■ EXERCISE ■
Whenever the string "Avenue" turns up in a line below, that line should be copied.

═════ MATERIAL TO PROCESS ═════

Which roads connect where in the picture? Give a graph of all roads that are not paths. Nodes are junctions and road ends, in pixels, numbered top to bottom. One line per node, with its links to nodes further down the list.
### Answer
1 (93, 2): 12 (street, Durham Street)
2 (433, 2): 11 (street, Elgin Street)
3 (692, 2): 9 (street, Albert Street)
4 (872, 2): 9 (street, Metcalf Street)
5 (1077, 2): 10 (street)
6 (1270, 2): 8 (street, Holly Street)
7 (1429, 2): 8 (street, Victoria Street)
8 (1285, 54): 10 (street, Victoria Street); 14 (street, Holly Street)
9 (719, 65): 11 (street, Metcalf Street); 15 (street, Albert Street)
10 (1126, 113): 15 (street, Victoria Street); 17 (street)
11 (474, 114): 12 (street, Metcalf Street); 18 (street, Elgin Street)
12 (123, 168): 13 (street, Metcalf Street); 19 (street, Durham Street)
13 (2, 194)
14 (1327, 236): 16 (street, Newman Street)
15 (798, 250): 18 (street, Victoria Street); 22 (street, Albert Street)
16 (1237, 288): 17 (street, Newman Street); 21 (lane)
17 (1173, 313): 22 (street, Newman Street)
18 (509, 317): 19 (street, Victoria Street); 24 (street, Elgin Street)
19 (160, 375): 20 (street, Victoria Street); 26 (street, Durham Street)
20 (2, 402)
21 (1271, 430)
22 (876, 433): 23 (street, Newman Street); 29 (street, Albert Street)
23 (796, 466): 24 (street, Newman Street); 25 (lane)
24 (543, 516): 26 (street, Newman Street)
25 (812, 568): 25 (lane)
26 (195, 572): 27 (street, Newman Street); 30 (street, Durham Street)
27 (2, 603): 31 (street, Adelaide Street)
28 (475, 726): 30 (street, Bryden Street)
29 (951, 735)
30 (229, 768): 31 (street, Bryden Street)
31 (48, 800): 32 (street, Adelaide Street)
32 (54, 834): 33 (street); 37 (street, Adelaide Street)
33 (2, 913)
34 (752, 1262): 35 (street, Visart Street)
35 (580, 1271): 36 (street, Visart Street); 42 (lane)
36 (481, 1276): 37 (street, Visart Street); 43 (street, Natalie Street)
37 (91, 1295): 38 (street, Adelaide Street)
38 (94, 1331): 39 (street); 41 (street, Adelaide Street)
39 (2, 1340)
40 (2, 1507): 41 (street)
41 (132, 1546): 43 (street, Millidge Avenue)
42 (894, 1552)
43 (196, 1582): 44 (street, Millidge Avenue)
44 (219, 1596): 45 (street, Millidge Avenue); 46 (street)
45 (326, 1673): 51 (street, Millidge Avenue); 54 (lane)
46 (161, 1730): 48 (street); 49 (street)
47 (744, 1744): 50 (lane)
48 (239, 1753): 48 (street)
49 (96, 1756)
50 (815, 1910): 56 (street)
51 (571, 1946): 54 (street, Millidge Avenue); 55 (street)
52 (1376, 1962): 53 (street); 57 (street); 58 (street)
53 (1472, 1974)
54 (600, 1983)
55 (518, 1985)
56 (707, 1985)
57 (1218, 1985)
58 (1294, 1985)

═════

■ ANSWER FOR THIS EXERCISE ■
41 (132, 1546): 43 (street, Millidge Avenue)
43 (196, 1582): 44 (street, Millidge Avenue)
44 (219, 1596): 45 (street, Millidge Avenue); 46 (street)
45 (326, 1673): 51 (street, Millidge Avenue); 54 (lane)
51 (571, 1946): 54 (street, Millidge Avenue); 55 (street)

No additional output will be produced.